Would you repeat the entries below word for word and omit the pictures?

====== Data excerpts ======

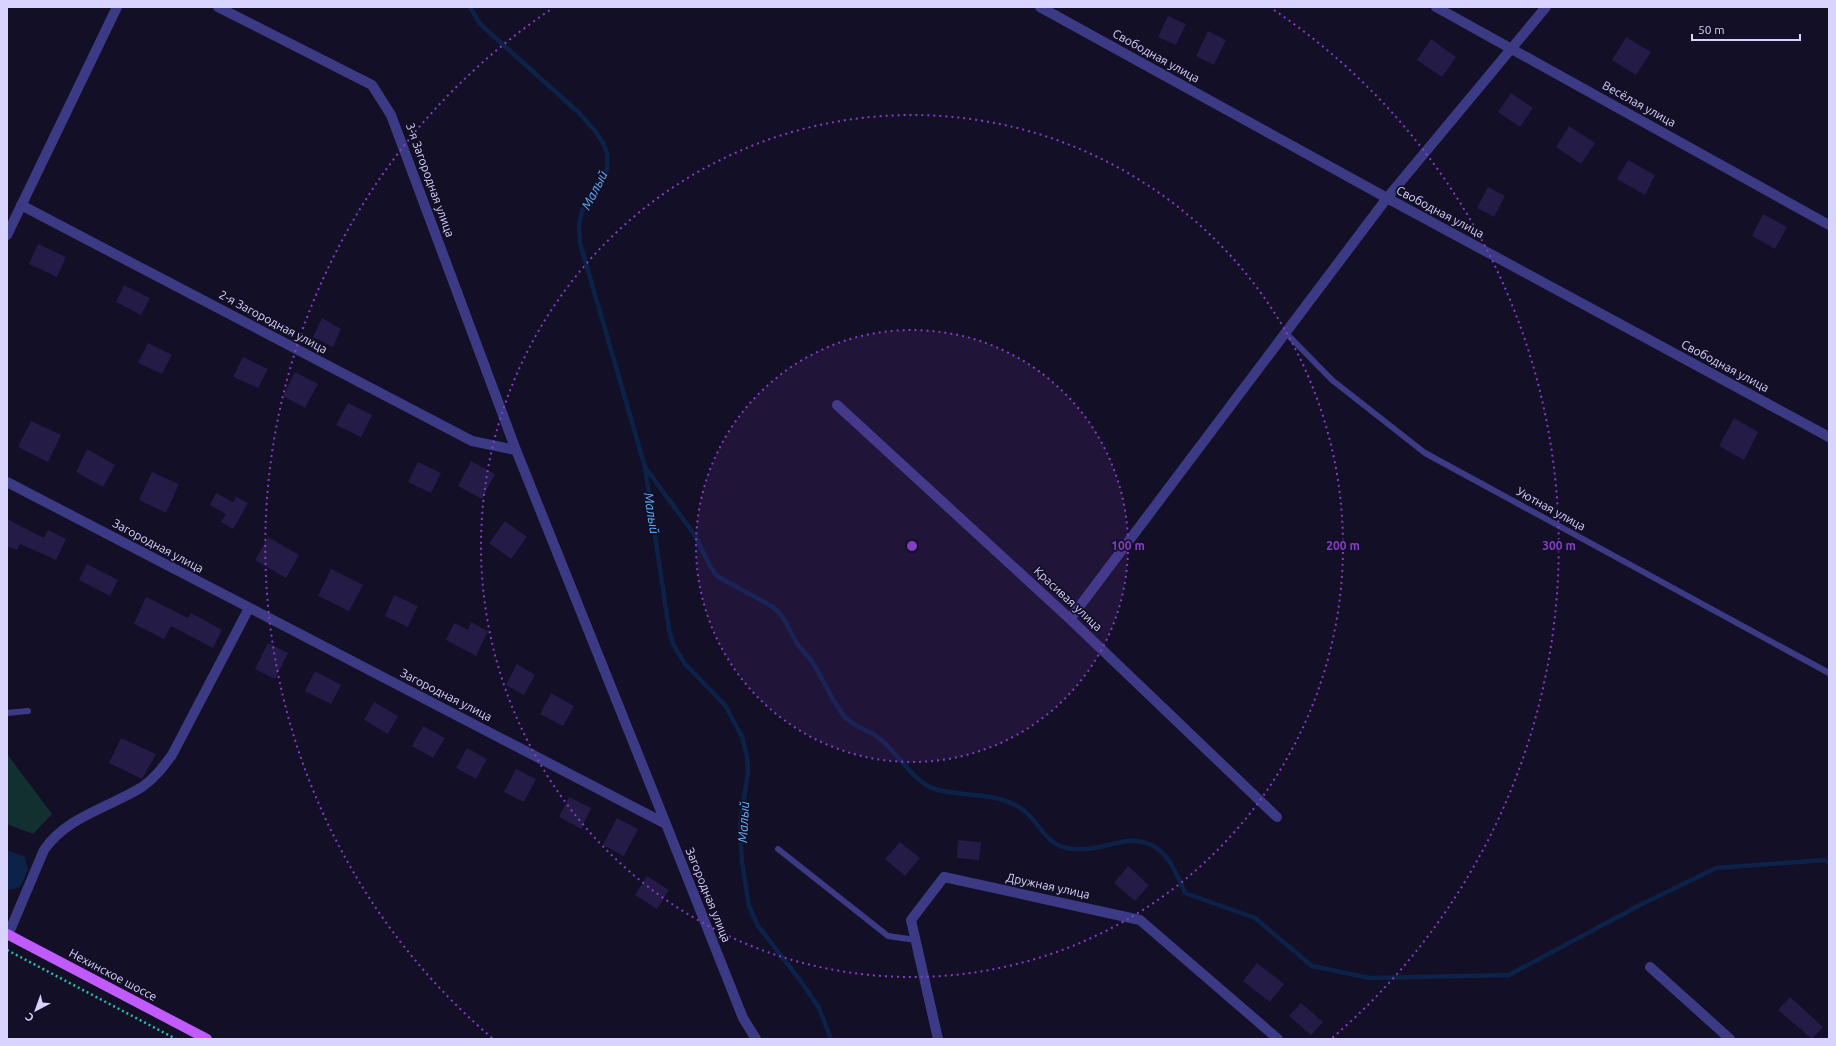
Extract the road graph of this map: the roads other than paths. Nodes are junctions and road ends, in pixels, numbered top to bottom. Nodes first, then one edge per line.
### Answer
1 (117, 7) edge
2 (218, 7) edge
3 (1040, 7) edge
4 (1436, 7) edge
5 (1546, 7) edge
6 (1510, 48) junction
7 (1387, 198) junction
8 (22, 205) junction
9 (1829, 225) edge
10 (7, 235) edge
11 (1286, 333) junction
12 (837, 405) dead end
13 (1829, 437) edge
14 (516, 450) junction
15 (7, 482) edge
16 (249, 608) junction
17 (1070, 619) junction
18 (1829, 673) edge
19 (28, 711) dead end
20 (7, 713) edge
21 (1277, 817) dead end
22 (666, 824) junction
23 (778, 849) dead end
24 (7, 934) edge
25 (916, 940) junction
26 (1650, 967) dead end
27 (207, 1039) edge
28 (756, 1039) edge
29 (938, 1039) edge
30 (1278, 1039) edge
31 (1730, 1039) edge

1 - 8 street
2 - 14 street, 3-я Загородная улица
3 - 7 street, Свободная улица
4 - 6 street, Весёлая улица
5 - 6 street
6 - 7 street
6 - 9 street, Весёлая улица
7 - 11 street
7 - 13 street, Свободная улица
8 - 10 street
8 - 14 street, 2-я Загородная улица
11 - 17 street
11 - 18 lane, Уютная улица
12 - 17 street, Красивая улица
14 - 22 street, 3-я Загородная улица
15 - 16 street, Загородная улица
16 - 22 street, Загородная улица
16 - 24 street
17 - 21 street, Красивая улица
19 - 20 lane
22 - 28 street, Загородная улица
23 - 25 lane
24 - 27 main road, Нехинское шоссе
25 - 29 street, Дружная улица
25 - 30 street, Дружная улица
26 - 31 street

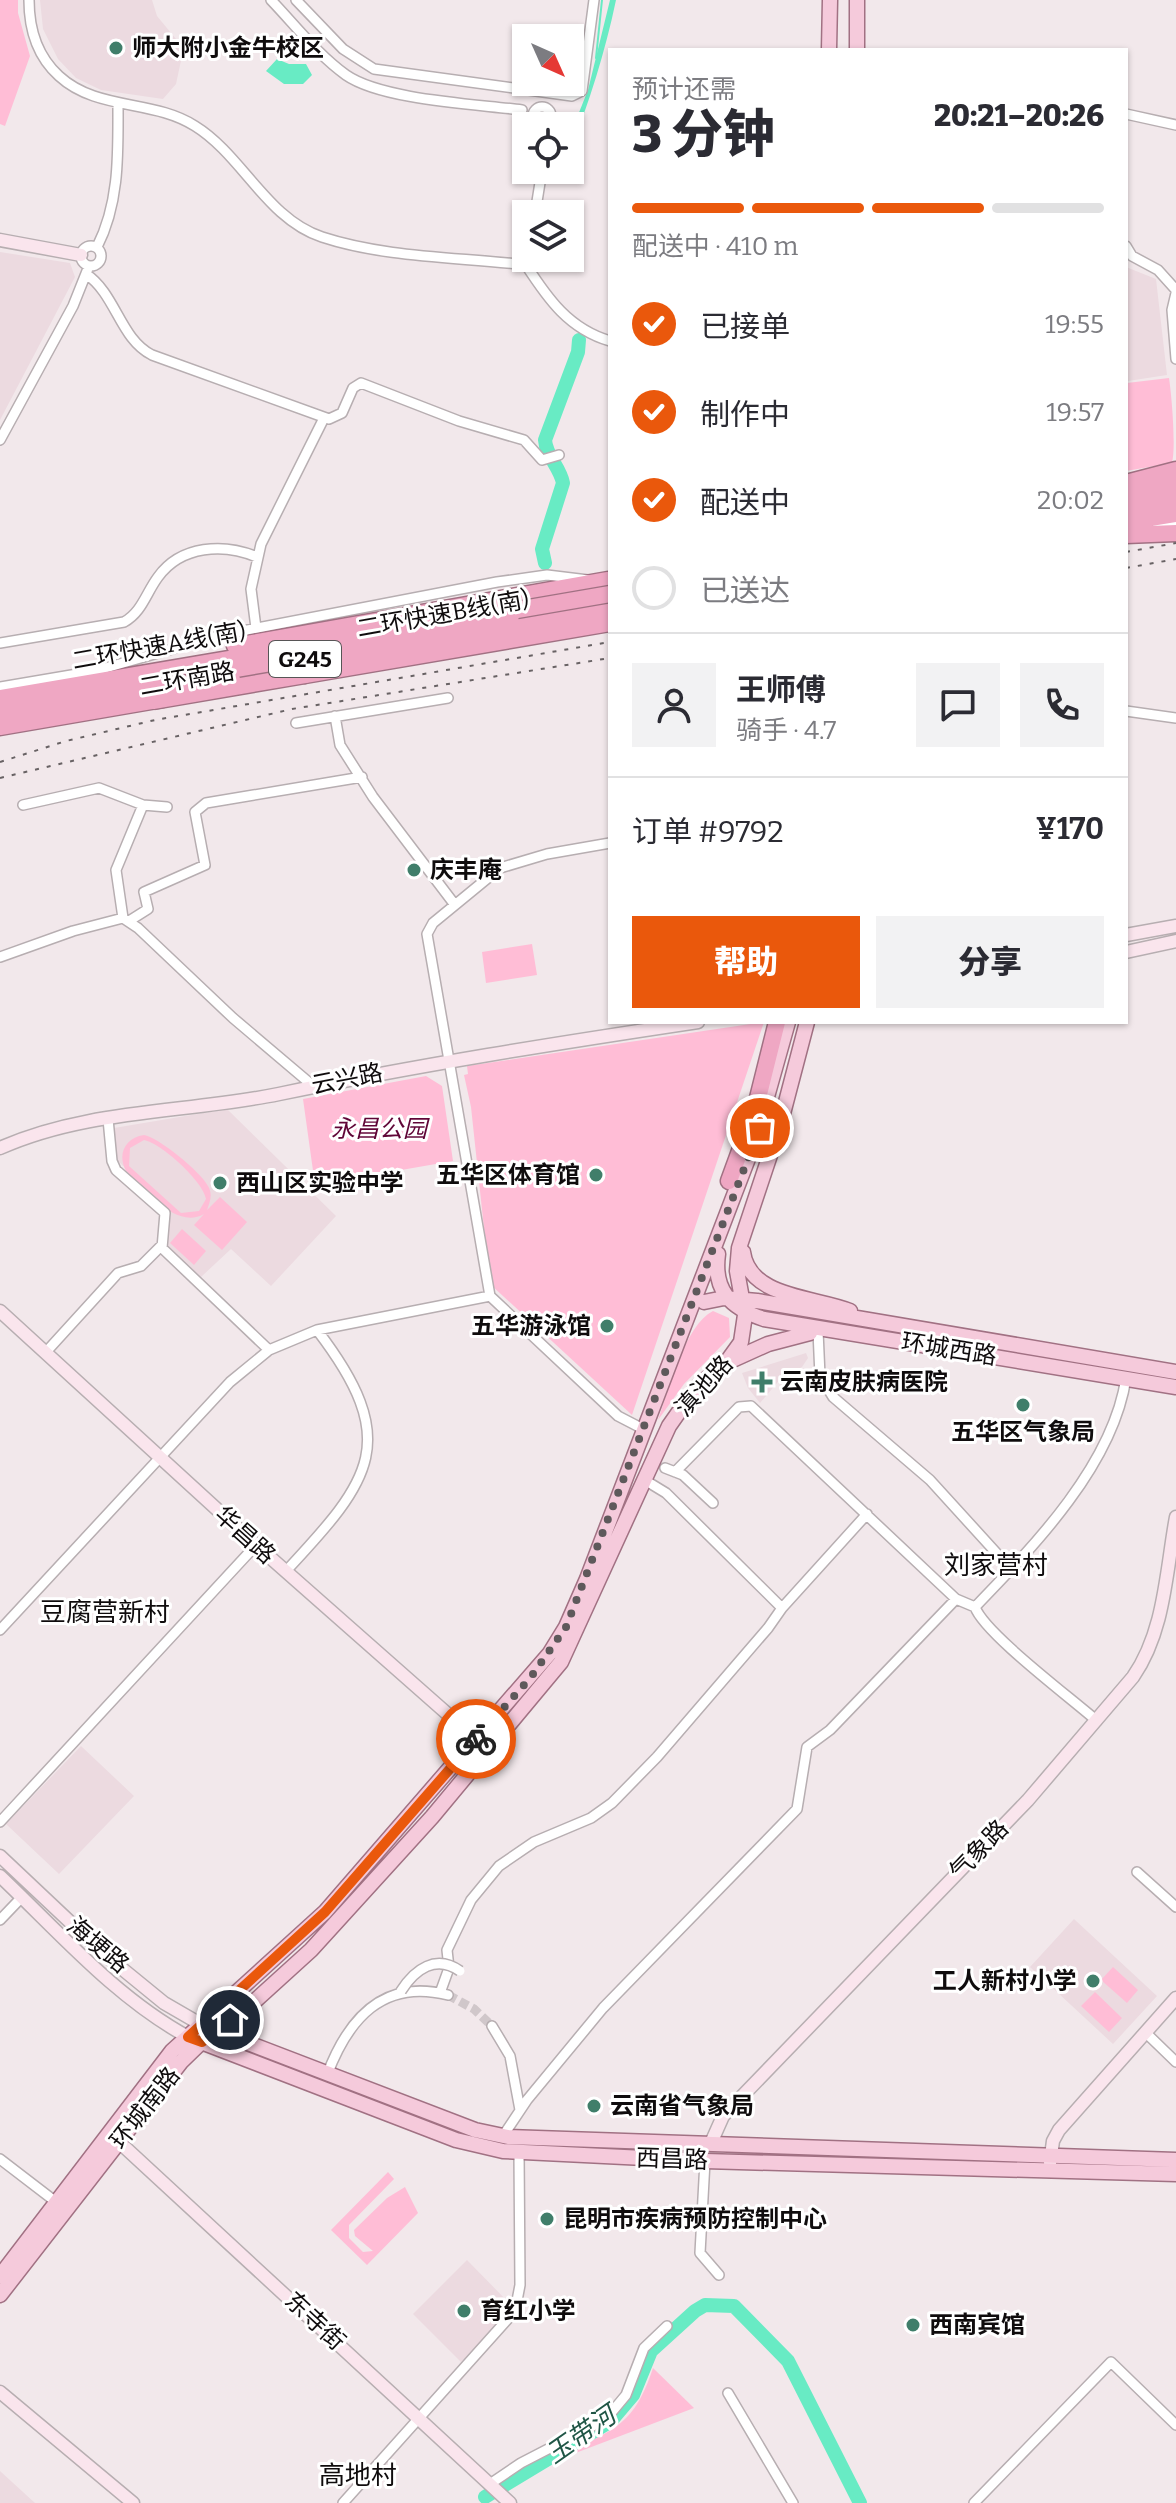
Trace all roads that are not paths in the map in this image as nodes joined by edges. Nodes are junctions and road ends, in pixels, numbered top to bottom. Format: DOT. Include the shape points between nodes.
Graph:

======

* Your solution:
Extract the road graph of this map: the roads other than paths. Nodes are junctions and road ends, in pixels, numbered top to bottom. Nodes first, then one edge per line.
### Answer
1 (117, 7) edge
2 (218, 7) edge
3 (1040, 7) edge
4 (1436, 7) edge
5 (1546, 7) edge
6 (1510, 48) junction
7 (1387, 198) junction
8 (22, 205) junction
9 (1829, 225) edge
10 (7, 235) edge
11 (1286, 333) junction
12 (837, 405) dead end
13 (1829, 437) edge
14 (516, 450) junction
15 (7, 482) edge
16 (249, 608) junction
17 (1070, 619) junction
18 (1829, 673) edge
19 (28, 711) dead end
20 (7, 713) edge
21 (1277, 817) dead end
22 (666, 824) junction
23 (778, 849) dead end
24 (7, 934) edge
25 (916, 940) junction
26 (1650, 967) dead end
27 (207, 1039) edge
28 (756, 1039) edge
29 (938, 1039) edge
30 (1278, 1039) edge
31 (1730, 1039) edge

1 - 8 street
2 - 14 street, 3-я Загородная улица
3 - 7 street, Свободная улица
4 - 6 street, Весёлая улица
5 - 6 street
6 - 7 street
6 - 9 street, Весёлая улица
7 - 11 street
7 - 13 street, Свободная улица
8 - 10 street
8 - 14 street, 2-я Загородная улица
11 - 17 street
11 - 18 lane, Уютная улица
12 - 17 street, Красивая улица
14 - 22 street, 3-я Загородная улица
15 - 16 street, Загородная улица
16 - 22 street, Загородная улица
16 - 24 street
17 - 21 street, Красивая улица
19 - 20 lane
22 - 28 street, Загородная улица
23 - 25 lane
24 - 27 main road, Нехинское шоссе
25 - 29 street, Дружная улица
25 - 30 street, Дружная улица
26 - 31 street

Trace all roads that are not paths in the map in this image as nodes joined by edges. Nodes are junctions and road ends, in pixels, numbered top to bottom. Format: DOT. Include the shape points between nodes.
Graph:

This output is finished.